Los peruanos podríamos decir que ya somos expertos en ver cómo la realidad nos golpea en la cara en cada elección. Y esta no ha sido la excepción, sino más bien la profundización de eso al extremo.

Los resultados del 11 de abril nos han dejado una segunda vuelta que para muchos de nosotros era uno de los peores escenarios posibles. Sin embargo, seríamos hipócritas si nos hacemos los sorprendidos. Cada cinco años el Perú se mira al espejo y ve las grietas en su estructura. Recuerda los grandes problemas de un país inconcluso, o tal vez mal cimentado.

Más aún, las encuestas de segunda vuelta nos muestran a una nación partida, y no en proporciones iguales. Hay un Perú que ha estado del lado favorable de la bonanza económica y ha visto los beneficios de la democracia, y otro Perú que no.

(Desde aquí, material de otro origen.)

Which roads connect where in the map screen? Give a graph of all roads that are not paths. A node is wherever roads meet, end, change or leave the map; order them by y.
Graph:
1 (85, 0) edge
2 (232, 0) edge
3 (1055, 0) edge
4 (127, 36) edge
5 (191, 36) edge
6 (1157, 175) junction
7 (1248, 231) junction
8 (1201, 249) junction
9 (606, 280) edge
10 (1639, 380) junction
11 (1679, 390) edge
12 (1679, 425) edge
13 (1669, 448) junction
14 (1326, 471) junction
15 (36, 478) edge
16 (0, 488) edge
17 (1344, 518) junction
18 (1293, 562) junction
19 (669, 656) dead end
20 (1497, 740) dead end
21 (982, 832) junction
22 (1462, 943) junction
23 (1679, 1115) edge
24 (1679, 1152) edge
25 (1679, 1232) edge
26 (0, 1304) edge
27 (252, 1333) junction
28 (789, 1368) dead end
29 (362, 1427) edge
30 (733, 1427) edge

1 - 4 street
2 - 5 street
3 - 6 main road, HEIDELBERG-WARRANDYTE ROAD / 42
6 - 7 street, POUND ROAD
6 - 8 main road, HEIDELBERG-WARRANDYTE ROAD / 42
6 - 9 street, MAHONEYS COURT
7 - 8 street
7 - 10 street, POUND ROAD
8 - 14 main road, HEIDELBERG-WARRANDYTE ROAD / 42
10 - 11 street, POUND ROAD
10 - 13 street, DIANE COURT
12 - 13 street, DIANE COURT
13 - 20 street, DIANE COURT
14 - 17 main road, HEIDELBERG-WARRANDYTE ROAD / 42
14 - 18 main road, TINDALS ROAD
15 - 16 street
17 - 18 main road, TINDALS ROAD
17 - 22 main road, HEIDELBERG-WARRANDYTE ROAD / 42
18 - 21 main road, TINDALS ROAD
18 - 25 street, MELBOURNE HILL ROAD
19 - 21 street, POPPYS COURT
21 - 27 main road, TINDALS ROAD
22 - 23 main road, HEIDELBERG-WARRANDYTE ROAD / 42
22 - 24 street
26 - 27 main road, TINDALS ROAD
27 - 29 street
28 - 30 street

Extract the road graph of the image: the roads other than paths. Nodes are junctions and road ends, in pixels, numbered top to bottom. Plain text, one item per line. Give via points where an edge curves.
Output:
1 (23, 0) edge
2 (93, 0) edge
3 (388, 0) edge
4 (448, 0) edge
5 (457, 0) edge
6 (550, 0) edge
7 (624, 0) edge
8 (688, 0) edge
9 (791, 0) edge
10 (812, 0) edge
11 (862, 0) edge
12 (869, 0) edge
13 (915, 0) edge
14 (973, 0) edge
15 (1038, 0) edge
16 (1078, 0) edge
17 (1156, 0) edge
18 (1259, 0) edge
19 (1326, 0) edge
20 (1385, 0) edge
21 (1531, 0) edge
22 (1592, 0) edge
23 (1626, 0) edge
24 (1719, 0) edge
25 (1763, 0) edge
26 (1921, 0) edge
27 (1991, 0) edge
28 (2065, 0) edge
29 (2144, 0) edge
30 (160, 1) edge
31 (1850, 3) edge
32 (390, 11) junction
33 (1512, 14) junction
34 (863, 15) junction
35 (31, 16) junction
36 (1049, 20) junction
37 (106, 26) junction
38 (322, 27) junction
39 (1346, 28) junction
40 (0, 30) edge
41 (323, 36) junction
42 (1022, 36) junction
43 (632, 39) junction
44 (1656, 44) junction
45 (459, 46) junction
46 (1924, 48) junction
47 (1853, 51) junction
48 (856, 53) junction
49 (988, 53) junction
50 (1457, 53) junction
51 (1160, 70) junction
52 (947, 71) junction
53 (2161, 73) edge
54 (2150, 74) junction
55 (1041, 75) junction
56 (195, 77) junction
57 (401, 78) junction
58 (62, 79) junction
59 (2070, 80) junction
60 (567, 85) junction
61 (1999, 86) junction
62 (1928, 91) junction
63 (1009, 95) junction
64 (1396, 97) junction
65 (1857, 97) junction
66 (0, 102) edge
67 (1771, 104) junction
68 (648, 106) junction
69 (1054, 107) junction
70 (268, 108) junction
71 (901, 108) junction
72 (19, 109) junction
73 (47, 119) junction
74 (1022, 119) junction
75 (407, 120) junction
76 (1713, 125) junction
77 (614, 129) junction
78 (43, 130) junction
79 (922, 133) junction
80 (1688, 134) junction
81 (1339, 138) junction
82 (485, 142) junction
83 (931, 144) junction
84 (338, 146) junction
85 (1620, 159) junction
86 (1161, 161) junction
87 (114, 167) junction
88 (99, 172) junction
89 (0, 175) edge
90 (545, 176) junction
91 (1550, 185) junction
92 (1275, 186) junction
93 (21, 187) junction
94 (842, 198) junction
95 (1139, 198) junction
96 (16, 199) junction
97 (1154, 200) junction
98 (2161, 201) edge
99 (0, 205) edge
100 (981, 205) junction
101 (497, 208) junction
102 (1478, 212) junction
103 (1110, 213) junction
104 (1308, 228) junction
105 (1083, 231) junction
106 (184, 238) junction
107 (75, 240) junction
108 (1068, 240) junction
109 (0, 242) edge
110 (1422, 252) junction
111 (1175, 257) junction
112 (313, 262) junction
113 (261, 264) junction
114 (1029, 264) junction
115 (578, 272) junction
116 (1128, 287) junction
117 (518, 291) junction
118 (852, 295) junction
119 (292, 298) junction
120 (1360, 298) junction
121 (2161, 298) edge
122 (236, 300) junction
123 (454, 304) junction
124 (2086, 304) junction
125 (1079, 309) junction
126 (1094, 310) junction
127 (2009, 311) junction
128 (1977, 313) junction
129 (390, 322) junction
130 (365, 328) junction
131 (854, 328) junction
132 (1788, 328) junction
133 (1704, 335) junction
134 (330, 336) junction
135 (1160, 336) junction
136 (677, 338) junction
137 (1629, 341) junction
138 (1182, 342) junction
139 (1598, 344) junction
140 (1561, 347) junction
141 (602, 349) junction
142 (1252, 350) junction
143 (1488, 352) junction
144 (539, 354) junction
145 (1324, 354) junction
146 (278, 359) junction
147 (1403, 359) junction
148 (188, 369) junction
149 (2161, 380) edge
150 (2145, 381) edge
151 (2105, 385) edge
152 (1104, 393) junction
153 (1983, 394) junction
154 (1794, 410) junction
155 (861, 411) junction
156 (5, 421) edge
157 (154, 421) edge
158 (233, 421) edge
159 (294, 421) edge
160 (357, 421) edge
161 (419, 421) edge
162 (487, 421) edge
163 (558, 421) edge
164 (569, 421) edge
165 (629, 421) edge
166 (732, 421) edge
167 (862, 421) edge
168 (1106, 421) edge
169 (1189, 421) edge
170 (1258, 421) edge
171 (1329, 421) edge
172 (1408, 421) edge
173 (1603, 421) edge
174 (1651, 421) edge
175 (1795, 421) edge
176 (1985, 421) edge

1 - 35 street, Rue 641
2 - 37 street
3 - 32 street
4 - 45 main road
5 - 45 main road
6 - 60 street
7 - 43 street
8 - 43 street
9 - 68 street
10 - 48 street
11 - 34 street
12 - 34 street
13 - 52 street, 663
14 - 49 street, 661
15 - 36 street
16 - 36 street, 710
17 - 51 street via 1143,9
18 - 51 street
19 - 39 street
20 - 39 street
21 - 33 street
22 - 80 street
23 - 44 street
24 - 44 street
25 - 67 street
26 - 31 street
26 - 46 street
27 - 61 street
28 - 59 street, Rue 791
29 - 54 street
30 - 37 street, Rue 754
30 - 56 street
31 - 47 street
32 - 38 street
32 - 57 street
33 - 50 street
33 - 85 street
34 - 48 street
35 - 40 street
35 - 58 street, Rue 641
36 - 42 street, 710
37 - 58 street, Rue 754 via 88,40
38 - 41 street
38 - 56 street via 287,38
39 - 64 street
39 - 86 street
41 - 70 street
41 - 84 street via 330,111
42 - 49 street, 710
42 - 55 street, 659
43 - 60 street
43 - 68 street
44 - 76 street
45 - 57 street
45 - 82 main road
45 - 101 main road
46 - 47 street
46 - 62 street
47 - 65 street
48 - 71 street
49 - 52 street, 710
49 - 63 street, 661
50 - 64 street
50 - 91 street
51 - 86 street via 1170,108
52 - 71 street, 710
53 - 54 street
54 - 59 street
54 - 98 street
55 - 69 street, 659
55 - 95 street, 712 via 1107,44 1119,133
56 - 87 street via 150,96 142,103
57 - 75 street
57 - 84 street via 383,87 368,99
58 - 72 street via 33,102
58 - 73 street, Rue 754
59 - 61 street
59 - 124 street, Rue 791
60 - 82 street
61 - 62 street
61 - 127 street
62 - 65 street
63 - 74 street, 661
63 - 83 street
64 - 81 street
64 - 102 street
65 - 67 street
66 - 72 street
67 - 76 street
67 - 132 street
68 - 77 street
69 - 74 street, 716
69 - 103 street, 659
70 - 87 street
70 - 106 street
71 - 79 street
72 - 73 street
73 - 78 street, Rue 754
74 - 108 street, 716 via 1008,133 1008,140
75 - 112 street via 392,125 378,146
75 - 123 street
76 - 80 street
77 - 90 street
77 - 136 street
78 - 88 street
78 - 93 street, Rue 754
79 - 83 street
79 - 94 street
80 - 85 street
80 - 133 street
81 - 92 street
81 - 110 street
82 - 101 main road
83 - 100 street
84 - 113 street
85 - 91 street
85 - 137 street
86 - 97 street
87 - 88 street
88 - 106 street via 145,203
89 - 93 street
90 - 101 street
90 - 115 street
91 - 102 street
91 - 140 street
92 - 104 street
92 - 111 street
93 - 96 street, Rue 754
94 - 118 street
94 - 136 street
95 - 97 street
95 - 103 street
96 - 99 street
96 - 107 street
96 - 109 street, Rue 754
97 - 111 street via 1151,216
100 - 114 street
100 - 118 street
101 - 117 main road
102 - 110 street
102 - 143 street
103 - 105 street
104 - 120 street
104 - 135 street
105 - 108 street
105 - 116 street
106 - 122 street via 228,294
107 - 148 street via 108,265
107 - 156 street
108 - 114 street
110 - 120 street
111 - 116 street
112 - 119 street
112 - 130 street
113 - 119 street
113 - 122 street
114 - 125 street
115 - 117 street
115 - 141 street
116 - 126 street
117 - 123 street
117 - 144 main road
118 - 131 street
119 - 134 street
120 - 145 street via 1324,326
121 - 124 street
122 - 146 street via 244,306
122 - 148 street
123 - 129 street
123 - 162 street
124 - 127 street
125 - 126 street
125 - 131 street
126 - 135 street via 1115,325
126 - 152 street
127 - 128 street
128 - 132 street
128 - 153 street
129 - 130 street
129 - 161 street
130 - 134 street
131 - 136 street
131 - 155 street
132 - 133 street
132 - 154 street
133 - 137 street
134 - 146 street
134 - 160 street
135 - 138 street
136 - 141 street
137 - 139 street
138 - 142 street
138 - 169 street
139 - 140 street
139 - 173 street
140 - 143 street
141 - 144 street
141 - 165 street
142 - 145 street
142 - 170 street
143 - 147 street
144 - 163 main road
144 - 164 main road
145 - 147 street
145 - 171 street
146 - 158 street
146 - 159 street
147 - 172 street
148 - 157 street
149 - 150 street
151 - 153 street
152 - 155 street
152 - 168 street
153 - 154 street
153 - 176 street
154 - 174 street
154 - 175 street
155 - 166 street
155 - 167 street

Pero, ante esto, llama poderosamente la atención el gran nivel de negación que se ha desplegado estas semanas. La poca intención de reflexionar sobre lo que nos ha traído hasta aquí, por parte de nuestra élite social, económica y política. En los últimos días, más bien, hemos visto innumerables muestras de racismo, desprecio y hasta prepotencia para intentar imponer un voto en segunda vuelta.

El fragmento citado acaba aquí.